BEGIN ENTRIES PROVIDED

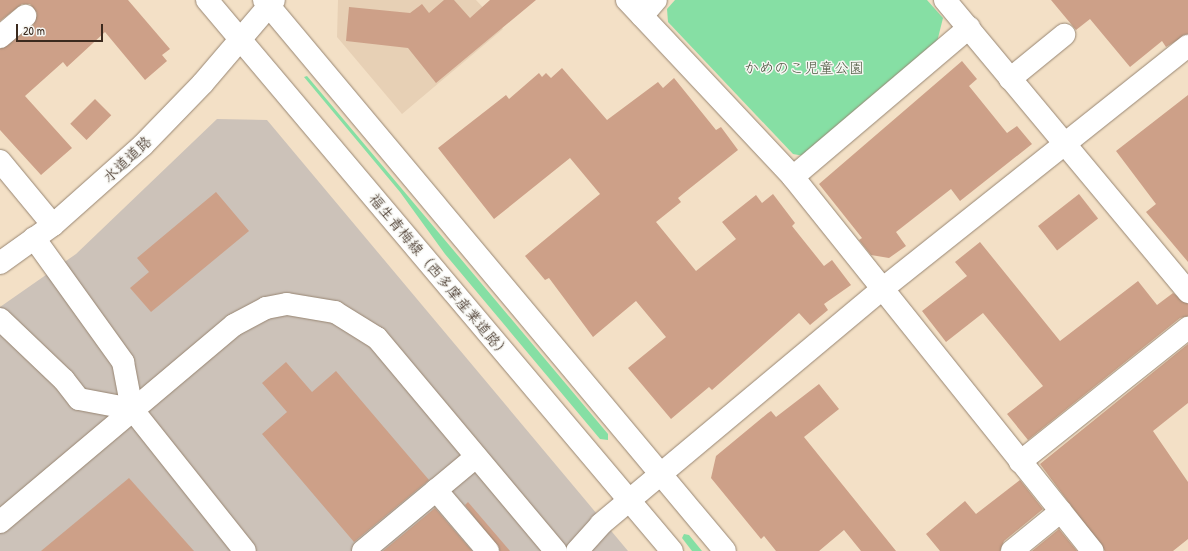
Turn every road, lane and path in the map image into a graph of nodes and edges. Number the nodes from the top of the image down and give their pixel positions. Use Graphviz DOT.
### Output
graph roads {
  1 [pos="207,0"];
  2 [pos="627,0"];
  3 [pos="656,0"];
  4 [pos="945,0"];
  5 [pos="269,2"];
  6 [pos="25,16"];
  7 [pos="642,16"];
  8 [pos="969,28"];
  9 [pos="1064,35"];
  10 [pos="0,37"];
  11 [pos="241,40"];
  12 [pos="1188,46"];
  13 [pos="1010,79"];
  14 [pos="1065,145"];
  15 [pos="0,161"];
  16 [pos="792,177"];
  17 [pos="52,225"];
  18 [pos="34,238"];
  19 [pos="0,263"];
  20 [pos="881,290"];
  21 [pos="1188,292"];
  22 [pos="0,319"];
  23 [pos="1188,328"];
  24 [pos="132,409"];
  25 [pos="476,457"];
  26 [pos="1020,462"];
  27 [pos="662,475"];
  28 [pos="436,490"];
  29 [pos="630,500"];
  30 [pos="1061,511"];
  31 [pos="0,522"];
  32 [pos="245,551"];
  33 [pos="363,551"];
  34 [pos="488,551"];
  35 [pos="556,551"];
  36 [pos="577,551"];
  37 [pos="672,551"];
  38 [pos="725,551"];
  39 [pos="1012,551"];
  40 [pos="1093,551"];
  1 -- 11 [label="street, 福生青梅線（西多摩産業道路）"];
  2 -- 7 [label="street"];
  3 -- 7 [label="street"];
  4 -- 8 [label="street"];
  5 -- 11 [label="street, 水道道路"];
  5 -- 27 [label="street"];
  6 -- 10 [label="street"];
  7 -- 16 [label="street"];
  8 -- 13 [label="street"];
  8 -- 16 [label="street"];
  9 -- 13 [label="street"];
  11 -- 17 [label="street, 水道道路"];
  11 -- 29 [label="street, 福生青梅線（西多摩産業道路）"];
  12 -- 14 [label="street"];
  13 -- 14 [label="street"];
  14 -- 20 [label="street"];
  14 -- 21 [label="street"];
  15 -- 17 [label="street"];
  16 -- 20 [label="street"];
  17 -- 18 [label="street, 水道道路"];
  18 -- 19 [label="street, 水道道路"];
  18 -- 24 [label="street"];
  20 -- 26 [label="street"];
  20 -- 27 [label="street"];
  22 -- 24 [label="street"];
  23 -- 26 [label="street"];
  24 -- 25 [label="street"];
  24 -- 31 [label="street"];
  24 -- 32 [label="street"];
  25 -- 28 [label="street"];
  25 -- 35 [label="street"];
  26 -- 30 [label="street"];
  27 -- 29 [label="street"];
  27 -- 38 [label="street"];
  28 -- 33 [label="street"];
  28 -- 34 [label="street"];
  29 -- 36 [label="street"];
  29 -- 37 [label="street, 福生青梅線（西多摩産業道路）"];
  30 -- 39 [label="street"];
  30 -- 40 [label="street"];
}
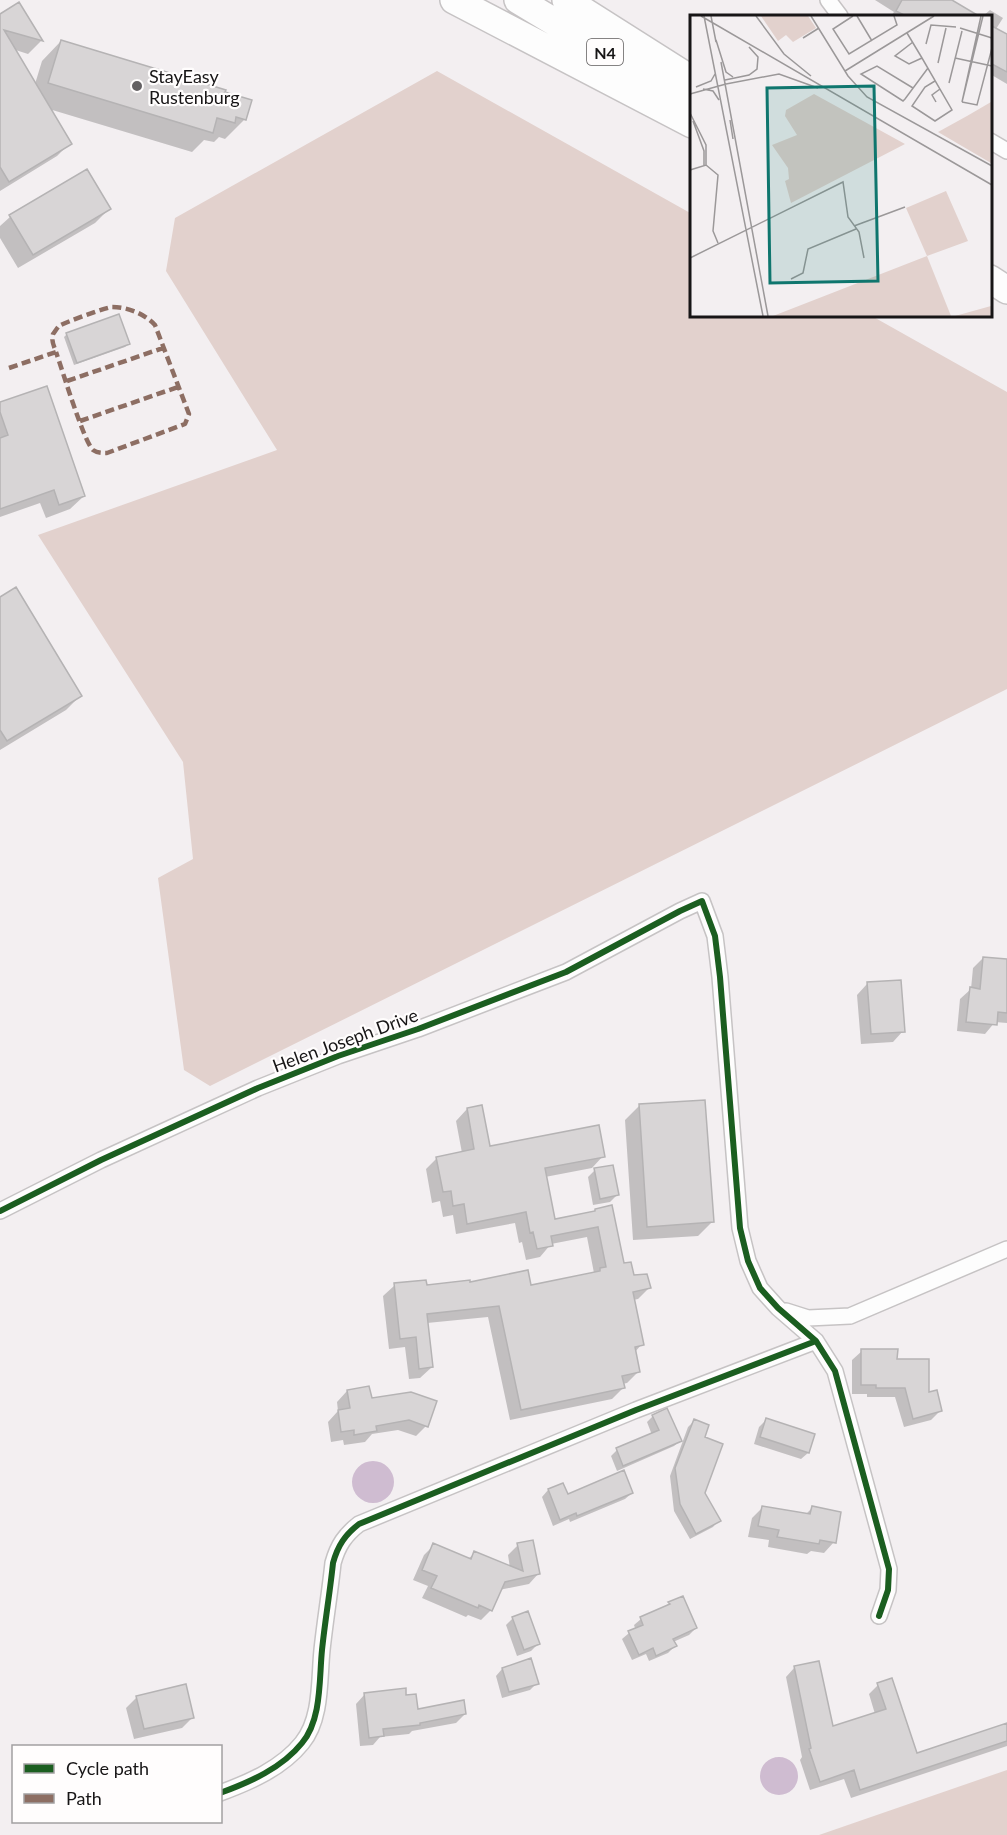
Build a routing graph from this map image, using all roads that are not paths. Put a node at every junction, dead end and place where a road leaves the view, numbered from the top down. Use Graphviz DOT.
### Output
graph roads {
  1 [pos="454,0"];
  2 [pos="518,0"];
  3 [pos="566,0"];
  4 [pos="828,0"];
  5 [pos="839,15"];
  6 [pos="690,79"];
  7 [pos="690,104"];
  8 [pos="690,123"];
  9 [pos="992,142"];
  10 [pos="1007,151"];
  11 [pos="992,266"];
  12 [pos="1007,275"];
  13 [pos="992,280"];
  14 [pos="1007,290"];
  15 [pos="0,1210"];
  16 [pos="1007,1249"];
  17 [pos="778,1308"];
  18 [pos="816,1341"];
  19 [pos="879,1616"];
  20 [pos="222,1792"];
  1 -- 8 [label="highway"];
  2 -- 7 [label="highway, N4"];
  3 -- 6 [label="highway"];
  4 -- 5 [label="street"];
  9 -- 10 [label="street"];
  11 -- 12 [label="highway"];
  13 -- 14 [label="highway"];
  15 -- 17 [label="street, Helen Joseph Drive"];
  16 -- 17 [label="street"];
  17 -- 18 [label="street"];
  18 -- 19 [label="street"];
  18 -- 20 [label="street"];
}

END ENTRIES PROVIDED
BEGIN ENTRIES PROVIDED

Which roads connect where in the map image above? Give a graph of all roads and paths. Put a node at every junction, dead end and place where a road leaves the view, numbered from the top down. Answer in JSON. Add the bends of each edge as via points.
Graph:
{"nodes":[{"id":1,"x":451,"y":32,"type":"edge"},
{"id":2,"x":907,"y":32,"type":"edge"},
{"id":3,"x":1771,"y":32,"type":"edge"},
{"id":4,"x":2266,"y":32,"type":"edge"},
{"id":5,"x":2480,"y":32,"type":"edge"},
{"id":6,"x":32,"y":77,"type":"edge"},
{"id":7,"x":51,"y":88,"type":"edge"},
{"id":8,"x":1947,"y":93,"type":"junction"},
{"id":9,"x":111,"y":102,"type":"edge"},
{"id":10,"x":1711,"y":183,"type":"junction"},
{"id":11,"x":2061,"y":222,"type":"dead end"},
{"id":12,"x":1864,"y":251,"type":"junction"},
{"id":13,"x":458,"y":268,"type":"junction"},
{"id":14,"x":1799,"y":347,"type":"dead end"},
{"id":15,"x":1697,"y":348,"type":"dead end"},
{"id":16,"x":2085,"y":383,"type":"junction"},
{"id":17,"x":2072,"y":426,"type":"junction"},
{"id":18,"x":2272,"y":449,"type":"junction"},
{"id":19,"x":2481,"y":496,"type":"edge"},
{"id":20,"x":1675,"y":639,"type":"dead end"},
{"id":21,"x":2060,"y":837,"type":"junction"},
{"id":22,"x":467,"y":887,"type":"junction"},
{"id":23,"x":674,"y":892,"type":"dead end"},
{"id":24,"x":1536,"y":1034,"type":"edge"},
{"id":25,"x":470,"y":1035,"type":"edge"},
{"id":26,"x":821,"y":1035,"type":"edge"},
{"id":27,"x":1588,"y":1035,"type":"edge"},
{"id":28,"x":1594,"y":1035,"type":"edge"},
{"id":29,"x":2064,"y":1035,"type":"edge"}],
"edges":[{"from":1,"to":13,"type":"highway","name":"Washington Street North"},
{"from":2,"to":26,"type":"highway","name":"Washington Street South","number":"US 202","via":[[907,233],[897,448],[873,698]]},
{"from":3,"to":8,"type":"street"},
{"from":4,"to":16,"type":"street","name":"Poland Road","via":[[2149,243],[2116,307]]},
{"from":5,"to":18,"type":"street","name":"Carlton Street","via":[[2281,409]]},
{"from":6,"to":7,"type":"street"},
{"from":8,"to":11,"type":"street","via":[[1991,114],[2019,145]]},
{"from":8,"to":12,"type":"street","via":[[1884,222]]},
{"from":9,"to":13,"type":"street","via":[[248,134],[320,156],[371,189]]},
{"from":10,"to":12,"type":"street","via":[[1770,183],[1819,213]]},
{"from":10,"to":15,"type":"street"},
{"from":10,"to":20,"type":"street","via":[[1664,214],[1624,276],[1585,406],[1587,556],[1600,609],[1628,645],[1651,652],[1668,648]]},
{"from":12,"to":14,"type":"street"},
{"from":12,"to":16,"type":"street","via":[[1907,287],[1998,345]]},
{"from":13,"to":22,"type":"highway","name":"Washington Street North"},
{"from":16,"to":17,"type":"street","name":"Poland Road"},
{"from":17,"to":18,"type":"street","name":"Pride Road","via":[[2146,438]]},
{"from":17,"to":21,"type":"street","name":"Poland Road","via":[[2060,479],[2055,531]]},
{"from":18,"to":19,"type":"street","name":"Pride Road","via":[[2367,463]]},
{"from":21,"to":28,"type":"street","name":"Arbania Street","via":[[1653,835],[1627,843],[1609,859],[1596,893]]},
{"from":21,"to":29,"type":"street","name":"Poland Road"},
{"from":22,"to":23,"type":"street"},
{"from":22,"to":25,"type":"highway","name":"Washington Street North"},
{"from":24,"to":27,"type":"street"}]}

END ENTRIES PROVIDED

PROBLEM DESCRIPTION – The lines in the records above that include the word "Graphviz" must be copied out.

YOUR SOLUTION –
Turn every road, lane and path in the map image into a graph of nodes and edges. Number the nodes from the top of the image down and give their pixel positions. Use Graphviz DOT.
Build a routing graph from this map image, using all roads that are not paths. Put a node at every junction, dead end and place where a road leaves the view, numbered from the top down. Use Graphviz DOT.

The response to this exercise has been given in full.